What you are asked to do
Search the lines of the records for the word "الشهداء", and copy every line that has it.

Data section

◆ ◆ ◆

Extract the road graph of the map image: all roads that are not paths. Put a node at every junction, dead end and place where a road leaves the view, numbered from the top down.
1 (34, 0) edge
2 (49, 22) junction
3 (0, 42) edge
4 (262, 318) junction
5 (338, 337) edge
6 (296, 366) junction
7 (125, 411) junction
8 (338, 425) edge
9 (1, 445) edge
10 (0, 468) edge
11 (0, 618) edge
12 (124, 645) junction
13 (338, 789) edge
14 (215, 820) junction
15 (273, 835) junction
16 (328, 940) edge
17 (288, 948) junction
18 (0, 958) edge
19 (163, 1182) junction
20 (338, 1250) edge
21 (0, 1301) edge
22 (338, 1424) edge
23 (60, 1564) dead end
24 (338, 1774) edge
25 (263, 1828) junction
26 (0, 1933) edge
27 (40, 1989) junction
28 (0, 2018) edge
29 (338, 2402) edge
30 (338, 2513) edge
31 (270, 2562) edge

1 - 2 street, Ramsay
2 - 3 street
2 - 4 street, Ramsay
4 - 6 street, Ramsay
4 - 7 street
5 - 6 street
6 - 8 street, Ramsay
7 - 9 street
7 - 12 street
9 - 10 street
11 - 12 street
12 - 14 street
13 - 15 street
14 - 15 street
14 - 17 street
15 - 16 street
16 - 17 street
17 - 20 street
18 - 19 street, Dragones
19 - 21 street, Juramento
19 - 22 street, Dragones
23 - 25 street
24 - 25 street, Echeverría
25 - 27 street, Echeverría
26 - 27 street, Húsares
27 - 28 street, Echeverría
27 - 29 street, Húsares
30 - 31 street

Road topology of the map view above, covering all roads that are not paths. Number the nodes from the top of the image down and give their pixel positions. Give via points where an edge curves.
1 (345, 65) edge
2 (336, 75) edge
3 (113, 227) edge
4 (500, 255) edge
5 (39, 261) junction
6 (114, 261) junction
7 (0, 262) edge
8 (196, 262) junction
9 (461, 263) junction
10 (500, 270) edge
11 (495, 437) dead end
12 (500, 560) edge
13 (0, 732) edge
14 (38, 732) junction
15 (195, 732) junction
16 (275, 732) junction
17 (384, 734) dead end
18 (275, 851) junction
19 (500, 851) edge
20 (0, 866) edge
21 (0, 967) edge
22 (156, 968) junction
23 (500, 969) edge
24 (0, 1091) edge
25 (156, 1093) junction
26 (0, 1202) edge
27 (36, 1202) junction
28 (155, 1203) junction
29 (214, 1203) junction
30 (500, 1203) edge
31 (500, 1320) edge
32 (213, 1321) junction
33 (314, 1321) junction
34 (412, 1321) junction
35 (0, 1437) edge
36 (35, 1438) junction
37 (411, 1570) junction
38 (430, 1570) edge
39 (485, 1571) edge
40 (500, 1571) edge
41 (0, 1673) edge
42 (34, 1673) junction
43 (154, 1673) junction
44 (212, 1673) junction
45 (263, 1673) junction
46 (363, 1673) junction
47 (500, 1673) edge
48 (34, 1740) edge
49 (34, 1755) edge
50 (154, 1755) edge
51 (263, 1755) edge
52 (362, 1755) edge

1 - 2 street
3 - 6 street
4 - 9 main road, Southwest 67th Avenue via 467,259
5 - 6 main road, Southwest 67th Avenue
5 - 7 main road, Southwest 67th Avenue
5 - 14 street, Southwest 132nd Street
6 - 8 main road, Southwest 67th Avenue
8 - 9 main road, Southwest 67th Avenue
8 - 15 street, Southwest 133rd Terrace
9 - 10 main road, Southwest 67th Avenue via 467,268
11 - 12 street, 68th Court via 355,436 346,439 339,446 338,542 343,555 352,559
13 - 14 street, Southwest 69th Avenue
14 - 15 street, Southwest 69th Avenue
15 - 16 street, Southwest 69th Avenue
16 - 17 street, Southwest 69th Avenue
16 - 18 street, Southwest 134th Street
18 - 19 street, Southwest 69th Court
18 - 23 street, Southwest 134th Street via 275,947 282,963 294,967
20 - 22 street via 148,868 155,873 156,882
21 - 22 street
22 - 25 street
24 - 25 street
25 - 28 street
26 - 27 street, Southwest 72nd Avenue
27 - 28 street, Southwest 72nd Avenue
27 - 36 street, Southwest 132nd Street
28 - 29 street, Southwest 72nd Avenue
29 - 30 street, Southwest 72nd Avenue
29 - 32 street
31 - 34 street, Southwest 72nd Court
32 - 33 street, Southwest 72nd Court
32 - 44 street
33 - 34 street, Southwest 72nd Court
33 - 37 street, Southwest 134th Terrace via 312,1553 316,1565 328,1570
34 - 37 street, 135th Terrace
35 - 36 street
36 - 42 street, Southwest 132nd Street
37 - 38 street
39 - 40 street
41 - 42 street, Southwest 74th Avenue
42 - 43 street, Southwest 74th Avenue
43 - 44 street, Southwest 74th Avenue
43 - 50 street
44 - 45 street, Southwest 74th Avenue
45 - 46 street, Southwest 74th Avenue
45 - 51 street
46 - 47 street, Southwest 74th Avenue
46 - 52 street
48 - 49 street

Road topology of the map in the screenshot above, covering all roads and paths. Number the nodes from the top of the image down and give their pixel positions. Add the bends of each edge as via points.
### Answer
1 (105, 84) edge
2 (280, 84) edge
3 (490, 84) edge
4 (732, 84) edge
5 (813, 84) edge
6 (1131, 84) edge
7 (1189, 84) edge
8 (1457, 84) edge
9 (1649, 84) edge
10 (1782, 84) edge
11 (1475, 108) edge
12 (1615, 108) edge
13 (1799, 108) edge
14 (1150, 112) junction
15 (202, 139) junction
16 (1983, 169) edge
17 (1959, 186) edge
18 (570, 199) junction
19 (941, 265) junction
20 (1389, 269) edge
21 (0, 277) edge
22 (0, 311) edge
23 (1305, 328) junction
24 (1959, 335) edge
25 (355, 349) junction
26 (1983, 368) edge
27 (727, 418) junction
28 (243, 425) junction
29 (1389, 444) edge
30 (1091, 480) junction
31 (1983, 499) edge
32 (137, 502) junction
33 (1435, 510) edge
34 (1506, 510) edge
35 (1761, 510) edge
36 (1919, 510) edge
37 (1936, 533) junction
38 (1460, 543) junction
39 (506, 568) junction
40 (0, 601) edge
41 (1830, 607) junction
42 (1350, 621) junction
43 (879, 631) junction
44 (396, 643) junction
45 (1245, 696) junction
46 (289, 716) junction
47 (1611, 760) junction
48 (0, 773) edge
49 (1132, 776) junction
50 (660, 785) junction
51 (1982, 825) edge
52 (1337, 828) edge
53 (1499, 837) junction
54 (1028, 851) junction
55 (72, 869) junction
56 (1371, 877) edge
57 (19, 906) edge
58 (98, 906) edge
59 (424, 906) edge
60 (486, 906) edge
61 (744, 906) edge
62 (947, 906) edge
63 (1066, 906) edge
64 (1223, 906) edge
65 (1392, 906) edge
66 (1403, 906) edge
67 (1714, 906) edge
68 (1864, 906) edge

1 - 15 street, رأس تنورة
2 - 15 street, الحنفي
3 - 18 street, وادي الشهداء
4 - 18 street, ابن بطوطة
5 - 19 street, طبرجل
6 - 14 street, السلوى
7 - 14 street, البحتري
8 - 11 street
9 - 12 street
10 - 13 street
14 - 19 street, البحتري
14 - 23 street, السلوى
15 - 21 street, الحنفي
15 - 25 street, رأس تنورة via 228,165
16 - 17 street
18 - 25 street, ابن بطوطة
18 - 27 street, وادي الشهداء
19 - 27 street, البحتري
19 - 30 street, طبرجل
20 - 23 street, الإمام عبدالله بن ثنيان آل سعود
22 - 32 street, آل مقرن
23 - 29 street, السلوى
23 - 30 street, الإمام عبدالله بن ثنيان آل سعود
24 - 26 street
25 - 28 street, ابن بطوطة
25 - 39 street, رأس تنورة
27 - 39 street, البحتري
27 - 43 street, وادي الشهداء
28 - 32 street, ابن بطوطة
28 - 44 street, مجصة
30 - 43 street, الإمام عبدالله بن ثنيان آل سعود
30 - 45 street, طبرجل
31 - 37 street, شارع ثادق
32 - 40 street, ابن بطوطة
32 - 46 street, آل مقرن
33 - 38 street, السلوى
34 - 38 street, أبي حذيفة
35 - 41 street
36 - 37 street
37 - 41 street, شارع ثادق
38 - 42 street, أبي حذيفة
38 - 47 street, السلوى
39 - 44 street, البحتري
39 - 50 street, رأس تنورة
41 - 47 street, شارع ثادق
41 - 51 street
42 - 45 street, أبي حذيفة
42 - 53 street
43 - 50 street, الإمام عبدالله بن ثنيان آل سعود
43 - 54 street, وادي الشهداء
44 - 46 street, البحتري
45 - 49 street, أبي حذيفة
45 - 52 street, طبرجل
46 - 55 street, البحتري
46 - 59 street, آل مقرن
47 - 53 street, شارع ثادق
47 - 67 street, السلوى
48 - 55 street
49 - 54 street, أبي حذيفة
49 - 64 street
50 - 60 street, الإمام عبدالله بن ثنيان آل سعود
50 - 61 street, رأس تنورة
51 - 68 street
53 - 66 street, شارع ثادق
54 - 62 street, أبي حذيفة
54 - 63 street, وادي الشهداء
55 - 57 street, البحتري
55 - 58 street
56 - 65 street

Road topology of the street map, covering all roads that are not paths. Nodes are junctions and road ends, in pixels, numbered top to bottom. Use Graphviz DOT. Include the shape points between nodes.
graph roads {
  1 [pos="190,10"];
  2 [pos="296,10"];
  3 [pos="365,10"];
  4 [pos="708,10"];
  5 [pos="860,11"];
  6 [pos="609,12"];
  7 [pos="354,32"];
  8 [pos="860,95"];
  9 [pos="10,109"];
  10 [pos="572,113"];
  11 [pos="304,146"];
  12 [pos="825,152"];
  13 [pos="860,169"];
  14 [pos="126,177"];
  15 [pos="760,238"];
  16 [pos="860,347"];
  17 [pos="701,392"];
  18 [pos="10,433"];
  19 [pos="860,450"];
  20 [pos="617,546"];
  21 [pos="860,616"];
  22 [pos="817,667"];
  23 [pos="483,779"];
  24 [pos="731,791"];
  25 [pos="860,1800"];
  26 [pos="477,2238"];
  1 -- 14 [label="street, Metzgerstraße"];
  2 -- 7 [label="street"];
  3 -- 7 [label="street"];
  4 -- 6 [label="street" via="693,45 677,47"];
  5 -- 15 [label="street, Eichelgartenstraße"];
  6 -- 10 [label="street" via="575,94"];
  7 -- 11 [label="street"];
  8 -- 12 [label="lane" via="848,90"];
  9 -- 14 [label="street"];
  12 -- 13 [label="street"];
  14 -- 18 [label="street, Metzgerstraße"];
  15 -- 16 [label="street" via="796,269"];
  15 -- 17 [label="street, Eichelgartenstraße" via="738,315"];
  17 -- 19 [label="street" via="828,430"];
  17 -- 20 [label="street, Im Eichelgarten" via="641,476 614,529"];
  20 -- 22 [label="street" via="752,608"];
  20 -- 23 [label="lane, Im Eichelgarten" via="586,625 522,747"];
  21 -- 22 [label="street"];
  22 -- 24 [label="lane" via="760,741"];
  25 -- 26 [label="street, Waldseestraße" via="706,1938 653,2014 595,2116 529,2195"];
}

◆ ◆ ◆

Answer to this task
3 - 18 street, وادي الشهداء
18 - 27 street, وادي الشهداء
27 - 43 street, وادي الشهداء
43 - 54 street, وادي الشهداء
54 - 63 street, وادي الشهداء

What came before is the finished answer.